## What you have to do
Every line of the data must be set down exactly as shown.

## Given records
* * * * *

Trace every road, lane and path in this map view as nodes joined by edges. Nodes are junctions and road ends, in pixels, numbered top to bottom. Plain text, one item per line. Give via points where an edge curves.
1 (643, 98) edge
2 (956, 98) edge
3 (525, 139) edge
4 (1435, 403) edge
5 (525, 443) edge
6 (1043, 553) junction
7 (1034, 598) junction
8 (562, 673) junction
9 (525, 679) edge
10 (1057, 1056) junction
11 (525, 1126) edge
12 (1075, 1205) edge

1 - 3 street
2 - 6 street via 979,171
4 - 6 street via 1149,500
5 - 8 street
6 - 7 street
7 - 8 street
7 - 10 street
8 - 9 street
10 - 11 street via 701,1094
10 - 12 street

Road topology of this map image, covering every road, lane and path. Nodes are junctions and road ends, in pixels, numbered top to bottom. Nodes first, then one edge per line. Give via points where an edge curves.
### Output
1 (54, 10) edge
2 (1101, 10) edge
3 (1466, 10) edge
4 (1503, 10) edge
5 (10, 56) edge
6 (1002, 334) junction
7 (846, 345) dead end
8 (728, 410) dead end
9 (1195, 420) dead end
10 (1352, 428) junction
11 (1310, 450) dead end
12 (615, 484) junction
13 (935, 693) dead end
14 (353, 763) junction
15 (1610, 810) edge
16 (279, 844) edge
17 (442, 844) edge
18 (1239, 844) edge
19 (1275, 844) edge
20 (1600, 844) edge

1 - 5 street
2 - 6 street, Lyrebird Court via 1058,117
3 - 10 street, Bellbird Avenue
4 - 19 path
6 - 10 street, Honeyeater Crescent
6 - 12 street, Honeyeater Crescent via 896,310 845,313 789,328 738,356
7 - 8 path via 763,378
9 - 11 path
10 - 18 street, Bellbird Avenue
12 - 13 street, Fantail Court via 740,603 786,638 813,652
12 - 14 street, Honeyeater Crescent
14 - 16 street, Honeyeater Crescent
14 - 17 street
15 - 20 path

* * * * *

## Exercise output
Trace every road, lane and path in this map view as nodes joined by edges. Nodes are junctions and road ends, in pixels, numbered top to bottom. Plain text, one item per line. Give via points where an edge curves.
1 (643, 98) edge
2 (956, 98) edge
3 (525, 139) edge
4 (1435, 403) edge
5 (525, 443) edge
6 (1043, 553) junction
7 (1034, 598) junction
8 (562, 673) junction
9 (525, 679) edge
10 (1057, 1056) junction
11 (525, 1126) edge
12 (1075, 1205) edge

1 - 3 street
2 - 6 street via 979,171
4 - 6 street via 1149,500
5 - 8 street
6 - 7 street
7 - 8 street
7 - 10 street
8 - 9 street
10 - 11 street via 701,1094
10 - 12 street

Road topology of this map image, covering every road, lane and path. Nodes are junctions and road ends, in pixels, numbered top to bottom. Nodes first, then one edge per line. Give via points where an edge curves.
### Output
1 (54, 10) edge
2 (1101, 10) edge
3 (1466, 10) edge
4 (1503, 10) edge
5 (10, 56) edge
6 (1002, 334) junction
7 (846, 345) dead end
8 (728, 410) dead end
9 (1195, 420) dead end
10 (1352, 428) junction
11 (1310, 450) dead end
12 (615, 484) junction
13 (935, 693) dead end
14 (353, 763) junction
15 (1610, 810) edge
16 (279, 844) edge
17 (442, 844) edge
18 (1239, 844) edge
19 (1275, 844) edge
20 (1600, 844) edge

1 - 5 street
2 - 6 street, Lyrebird Court via 1058,117
3 - 10 street, Bellbird Avenue
4 - 19 path
6 - 10 street, Honeyeater Crescent
6 - 12 street, Honeyeater Crescent via 896,310 845,313 789,328 738,356
7 - 8 path via 763,378
9 - 11 path
10 - 18 street, Bellbird Avenue
12 - 13 street, Fantail Court via 740,603 786,638 813,652
12 - 14 street, Honeyeater Crescent
14 - 16 street, Honeyeater Crescent
14 - 17 street
15 - 20 path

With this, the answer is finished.